Bitonal conversion using Photoshop (Gimp & Imagemagic...)

Share your software workflow. Write up your tips and tricks on how to scan, digitize, OCR, and bind ebooks.

Moderator: peterZ

xorpt
Posts: 42
Joined: 24 Feb 2012, 01:37
E-book readers owned: Sony PRS-T1
Number of books owned: 2000

Re: Bitonal conversion using Photoshop (Gimp & Imagemagic...

Post by xorpt »

See here on how to use the gimp command line to execute a script:

http://www.gimp.org/tutorials/Basic_Batch/
Benedictus
Posts: 15
Joined: 14 Jan 2013, 00:38
E-book readers owned: None
Number of books owned: 2000
Country: Spain

Re: Bitonal conversion using Photoshop (Gimp & Imagemagic...

Post by Benedictus »

xorpt wrote:Yes this unique command replicates as much as possible the steps of the Gimp script
convert %%1 -colorspace Gray -level 20%%,80%%,.67 ^( +clone -bias 50%% -morphology convolve DoG:1,0,1 -level 0%%,50%%,.45 ^) -compose dissolve -define compose:args=70 -composite -threshold 80%% "%%~ndp1_dog.png"
-colorspace Gray : changes the colorspace to Grayscale
-level 20%%,80%%,.67 : applies level (black point 20%, white point 80%, gamma 0.67)
( +clone ) : duplicates the current layer
-bias 50%% -morphology convolve DoG:1,0,1 -level 0%%,50%%,.45 : applies Difference of Gaussians on the duplicate layer
-compose dissolve -define compose:args=70 -composite : merges the two layers together
-threshold 80%% : applies a threshold on the resulting image to keep only two colors

The results cannot be exactly the same because the implementation of similar functions in Gimp and Imagemagick is not exactly the same: they are different programs :) but still, it's close, so I think you should test both. So I don't think that you can use Gimp as a preview tool for IM...
That's it. With this and IM documentation there is a good starting point. I'll dig into it as soon as I have some spare time. Thanks.

Just a few questions. Is the "70" in "-compose dissolve -define compose:args=70 -composite" the IM counterpart of the layer opacity slider in the GIMP script?

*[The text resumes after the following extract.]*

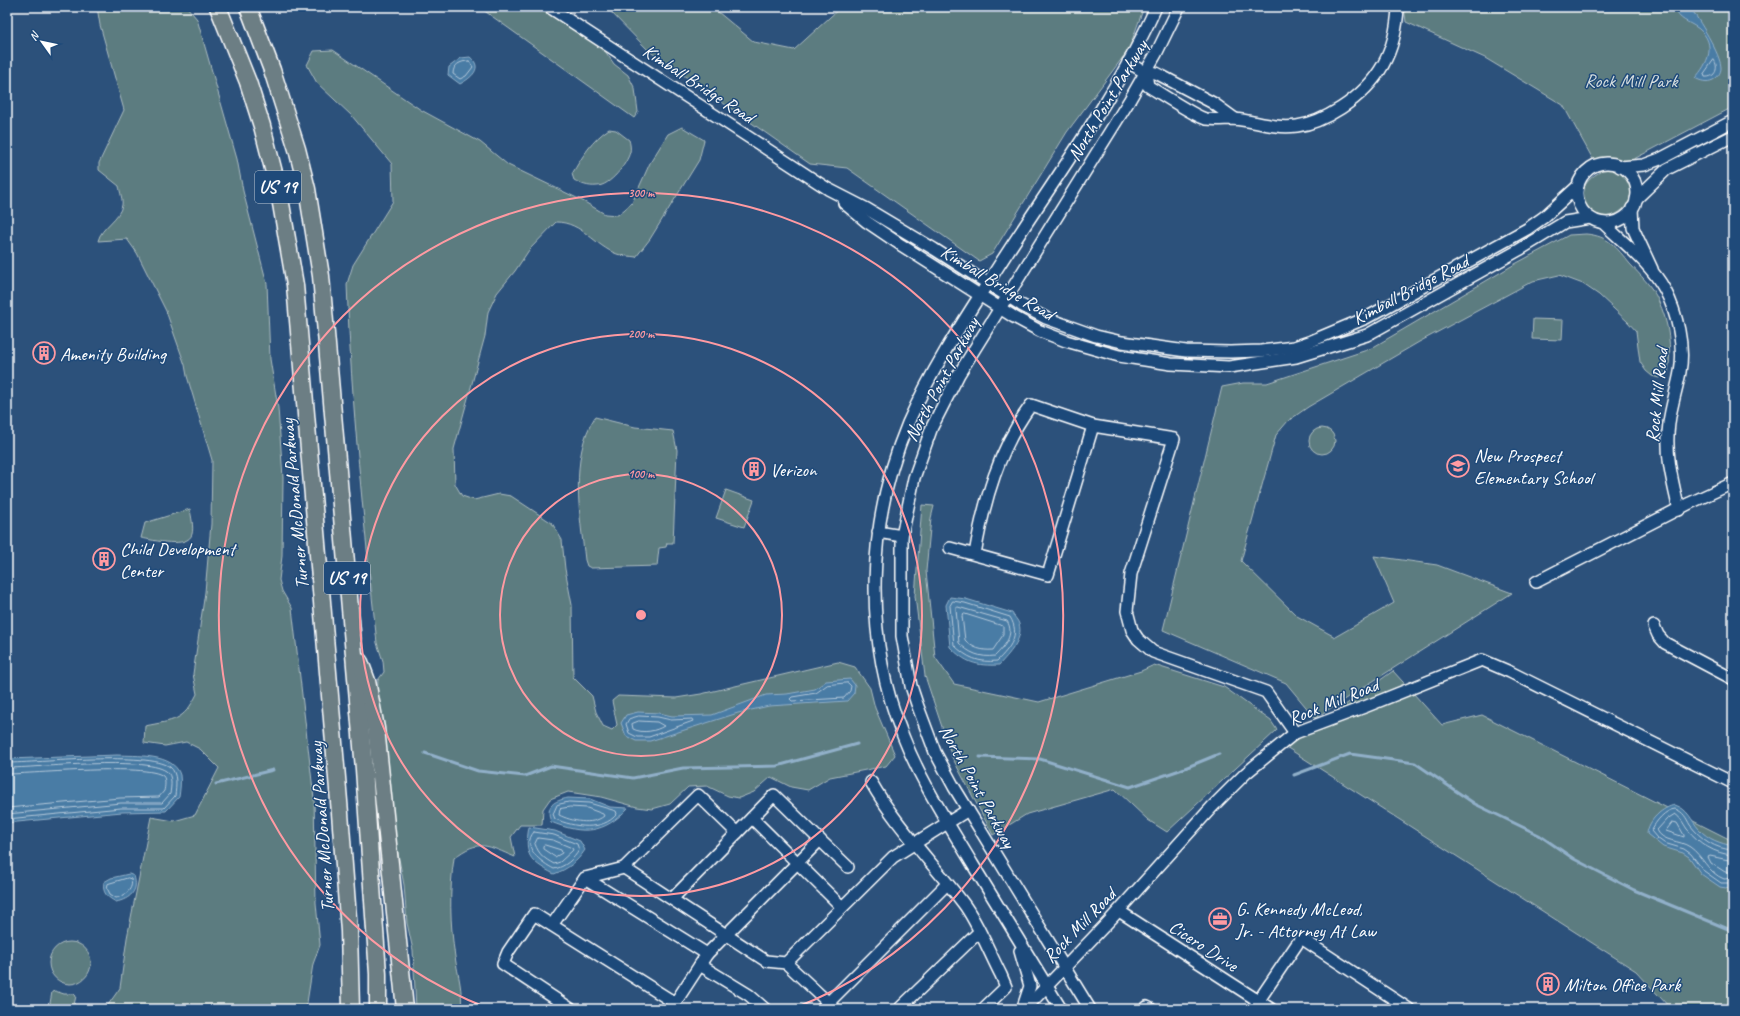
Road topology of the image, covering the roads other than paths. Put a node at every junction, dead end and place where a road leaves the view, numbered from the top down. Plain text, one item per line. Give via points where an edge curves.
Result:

And what about the "First threshold" and "Second threshold" in the GIMP script. I tend to use them a lot. Looking at the GIMP script code, I seem to understand that "-threshold 80%%" is the "Second threshold", but the "First threshold" seems to be applied to the dog layer. Is it one of the "50%" in "-bias 50%% -morphology convolve DoG:1,0,1 -level 0%%,50%%,.45"?
xorpt wrote:Maybe what you could try is to use a Gimp script-fu without the GUI interface, only the command line. I haven't tried it, but I suppose it's possible. Probably the speed would be better, since it would not have to display the result in real-time
But, as I understand it, the overhead that adds having to display the results applies only to the single bitonal conversion script. The only thing being displayed in the batch bitonal conversion script is a progress bar. It is right to assume that script-fu without the GUI would be roughly as fast (or as slow) as Batch bitonal converter?
Plustek OpticBook A300
xorpt
Posts: 42
Joined: 24 Feb 2012, 01:37
E-book readers owned: Sony PRS-T1
Number of books owned: 2000

Re: Bitonal conversion using Photoshop (Gimp & Imagemagic...

Post by xorpt »

You are probably right about the display, but I guess it's worth testing.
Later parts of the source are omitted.